15
Yorum
1
Beğeni
0,0
Puan
1447
Okunma

Bu park işi beni pek sardı. Ben memnun. Hanım memnun.
“Hadi sen parka gitmiyor musun? ”
Öyle de yapıyorum. Alıyorum kitabımı elime. Okuyorum. Bazen bir rehavet çöküyor. Ya da şekerim düşüyor. Hafif den kestirdiğim de oluyor.
Hani geçen günlerde ”PARKTA “ başlıklı yazımda; bir gençle karşılaştığımı anlatmış, ona bir kitap sözü verdiğimden bahsetmiştim. O gençle tekrar karşılaşırım umuduyla, koydum kitabımı bir poşete geldim parka. Gölge bir banka oturdum. Karşımda ki bank ta da okuma gözlüğünü burnunun ucuna düşürmüş benden yaşlı birisi bulmaca çözüyor.Kitabında ki yazıları karıştırdım.O da zevk vermedi bana. Bu gün her nedense keyfim yok. Canım birileriyle sohbet etmeyi o kadar çok istiyor ki. Genelde tanımadıklarıma laf atma âdetim olmadığı halde:
“Çözemediğin bir yer olursa sor Üstat.” Diye seslendim.
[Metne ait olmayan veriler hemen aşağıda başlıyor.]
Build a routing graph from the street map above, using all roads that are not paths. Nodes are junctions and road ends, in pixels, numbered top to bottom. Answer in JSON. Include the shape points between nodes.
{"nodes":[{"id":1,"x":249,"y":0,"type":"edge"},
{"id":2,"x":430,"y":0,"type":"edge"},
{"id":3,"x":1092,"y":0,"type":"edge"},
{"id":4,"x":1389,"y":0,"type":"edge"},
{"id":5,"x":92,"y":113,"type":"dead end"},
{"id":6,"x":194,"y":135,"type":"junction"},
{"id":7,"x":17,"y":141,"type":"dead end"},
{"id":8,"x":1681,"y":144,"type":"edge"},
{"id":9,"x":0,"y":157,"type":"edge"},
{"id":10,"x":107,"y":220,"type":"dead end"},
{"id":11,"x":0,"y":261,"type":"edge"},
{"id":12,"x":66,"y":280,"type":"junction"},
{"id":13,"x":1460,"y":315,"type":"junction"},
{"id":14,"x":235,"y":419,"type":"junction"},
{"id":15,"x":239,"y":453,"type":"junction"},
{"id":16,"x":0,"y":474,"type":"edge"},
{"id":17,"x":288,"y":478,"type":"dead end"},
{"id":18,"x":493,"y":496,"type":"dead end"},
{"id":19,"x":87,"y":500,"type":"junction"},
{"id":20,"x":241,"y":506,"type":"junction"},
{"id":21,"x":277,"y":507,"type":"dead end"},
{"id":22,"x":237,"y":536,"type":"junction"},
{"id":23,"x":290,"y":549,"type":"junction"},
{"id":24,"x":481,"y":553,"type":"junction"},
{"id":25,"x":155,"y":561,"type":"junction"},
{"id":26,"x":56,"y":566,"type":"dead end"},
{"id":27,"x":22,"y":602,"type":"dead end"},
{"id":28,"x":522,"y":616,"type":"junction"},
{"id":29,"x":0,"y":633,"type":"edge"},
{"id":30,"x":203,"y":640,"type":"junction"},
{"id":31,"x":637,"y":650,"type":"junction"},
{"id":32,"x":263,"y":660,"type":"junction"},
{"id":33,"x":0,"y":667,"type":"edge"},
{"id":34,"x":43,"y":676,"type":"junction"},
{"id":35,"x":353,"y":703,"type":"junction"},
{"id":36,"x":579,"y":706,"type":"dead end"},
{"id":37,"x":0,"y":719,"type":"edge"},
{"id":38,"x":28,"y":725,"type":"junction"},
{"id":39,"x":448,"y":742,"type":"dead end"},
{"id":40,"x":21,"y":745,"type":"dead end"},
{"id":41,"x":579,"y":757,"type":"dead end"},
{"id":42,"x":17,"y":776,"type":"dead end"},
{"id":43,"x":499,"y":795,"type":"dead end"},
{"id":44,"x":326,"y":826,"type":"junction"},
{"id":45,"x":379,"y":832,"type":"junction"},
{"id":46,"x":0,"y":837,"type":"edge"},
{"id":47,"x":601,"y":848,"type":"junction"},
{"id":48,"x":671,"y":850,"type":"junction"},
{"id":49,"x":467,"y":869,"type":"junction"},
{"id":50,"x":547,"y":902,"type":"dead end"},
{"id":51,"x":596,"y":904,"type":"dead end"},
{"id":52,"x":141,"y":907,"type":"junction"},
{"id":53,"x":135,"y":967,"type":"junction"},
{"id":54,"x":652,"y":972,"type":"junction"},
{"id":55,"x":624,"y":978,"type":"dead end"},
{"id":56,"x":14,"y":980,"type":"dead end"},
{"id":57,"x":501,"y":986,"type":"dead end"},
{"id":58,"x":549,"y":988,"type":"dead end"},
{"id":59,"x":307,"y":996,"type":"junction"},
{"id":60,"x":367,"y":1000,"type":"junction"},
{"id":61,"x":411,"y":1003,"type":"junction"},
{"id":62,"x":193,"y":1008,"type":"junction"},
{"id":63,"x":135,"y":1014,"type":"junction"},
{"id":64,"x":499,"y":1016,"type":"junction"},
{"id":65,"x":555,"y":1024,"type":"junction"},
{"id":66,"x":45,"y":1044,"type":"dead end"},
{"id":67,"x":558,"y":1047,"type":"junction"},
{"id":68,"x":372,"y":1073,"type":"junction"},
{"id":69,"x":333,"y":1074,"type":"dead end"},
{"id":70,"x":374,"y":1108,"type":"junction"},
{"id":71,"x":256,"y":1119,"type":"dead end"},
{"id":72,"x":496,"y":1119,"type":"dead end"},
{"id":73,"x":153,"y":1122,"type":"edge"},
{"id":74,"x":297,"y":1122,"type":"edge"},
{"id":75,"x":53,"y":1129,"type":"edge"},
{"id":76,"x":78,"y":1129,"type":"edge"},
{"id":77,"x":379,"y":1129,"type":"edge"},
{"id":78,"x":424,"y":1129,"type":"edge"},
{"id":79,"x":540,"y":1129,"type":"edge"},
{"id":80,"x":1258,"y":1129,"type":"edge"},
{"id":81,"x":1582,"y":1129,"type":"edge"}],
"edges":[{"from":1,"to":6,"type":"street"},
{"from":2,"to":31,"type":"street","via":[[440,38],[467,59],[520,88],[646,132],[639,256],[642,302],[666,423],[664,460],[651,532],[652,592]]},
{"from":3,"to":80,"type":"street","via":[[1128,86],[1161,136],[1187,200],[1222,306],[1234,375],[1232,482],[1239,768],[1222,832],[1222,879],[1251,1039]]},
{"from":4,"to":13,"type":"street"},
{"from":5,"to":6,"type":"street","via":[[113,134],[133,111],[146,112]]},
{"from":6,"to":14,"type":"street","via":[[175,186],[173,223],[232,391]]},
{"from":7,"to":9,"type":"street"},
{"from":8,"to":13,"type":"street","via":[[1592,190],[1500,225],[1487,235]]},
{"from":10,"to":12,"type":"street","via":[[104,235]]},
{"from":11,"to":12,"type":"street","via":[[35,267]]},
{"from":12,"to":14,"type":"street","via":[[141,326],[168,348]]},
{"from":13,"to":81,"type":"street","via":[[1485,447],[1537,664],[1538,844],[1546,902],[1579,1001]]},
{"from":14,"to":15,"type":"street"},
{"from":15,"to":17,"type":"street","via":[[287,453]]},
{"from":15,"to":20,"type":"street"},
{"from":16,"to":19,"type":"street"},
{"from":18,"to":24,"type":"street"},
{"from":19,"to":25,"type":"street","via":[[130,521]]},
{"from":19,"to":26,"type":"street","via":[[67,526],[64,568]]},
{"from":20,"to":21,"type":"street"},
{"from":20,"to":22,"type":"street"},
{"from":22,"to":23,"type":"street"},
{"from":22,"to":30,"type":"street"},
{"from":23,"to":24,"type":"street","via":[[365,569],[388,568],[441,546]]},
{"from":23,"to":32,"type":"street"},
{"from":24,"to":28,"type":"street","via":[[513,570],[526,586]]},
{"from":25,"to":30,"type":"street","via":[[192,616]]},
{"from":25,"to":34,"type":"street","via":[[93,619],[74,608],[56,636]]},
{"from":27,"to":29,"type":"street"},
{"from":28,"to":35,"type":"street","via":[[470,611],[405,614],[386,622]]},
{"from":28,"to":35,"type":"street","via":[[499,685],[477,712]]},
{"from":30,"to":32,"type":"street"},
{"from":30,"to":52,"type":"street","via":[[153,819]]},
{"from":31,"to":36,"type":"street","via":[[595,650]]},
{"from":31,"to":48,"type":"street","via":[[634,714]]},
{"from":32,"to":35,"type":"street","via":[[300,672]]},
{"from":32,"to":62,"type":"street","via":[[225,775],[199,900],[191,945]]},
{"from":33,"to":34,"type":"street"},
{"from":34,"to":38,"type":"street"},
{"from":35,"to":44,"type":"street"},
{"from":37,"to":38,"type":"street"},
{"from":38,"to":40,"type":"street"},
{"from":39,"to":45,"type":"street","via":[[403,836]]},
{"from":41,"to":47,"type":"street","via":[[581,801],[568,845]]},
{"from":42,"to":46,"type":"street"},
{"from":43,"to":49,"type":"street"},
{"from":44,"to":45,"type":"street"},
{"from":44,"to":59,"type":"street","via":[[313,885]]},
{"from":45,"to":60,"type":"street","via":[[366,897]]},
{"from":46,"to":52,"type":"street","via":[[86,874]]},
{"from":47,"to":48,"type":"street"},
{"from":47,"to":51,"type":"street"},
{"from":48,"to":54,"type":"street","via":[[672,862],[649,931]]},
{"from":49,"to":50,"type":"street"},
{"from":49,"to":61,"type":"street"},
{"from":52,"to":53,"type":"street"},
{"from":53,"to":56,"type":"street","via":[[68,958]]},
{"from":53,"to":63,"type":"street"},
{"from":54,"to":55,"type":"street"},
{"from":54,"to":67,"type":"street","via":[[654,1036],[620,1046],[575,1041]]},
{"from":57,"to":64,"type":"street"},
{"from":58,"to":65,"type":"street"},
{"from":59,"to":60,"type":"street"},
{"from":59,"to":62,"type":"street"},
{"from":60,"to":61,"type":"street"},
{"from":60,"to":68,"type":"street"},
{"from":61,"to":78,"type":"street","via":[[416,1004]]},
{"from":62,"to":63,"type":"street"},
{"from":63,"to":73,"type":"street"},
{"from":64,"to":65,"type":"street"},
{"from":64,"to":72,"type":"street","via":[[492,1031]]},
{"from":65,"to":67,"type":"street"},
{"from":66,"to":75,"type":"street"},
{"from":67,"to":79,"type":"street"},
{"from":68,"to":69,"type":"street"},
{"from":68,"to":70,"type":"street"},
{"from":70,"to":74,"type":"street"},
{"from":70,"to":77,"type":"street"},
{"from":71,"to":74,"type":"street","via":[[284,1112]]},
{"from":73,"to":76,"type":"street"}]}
O dünden razıymış. Aldı gazetesini geldi yanıma oturdu.
“Merhaba”
“Merhaba”
“Ben emekliyim.”(Yaşına bakılırsa celp bekleyen asker adayı olacak halin yok ya…)
“Bende”
“Tamam, işte meslektaşız.”
“Nasıl yani?”
“Emeklilik te bir meslektir. Hem de mesleklerin en zoru. Hahh…Hahh…”
Öyle bir kahkaha attı ki. Elimde olmayarak ben de katıldım ona:
“Hahh…Hahh…”
“Nasıl vakit geçiriyorsun?”
“Ben de vakit geçmek bilmiyor ki. Sen ne yapıyorsun peki?”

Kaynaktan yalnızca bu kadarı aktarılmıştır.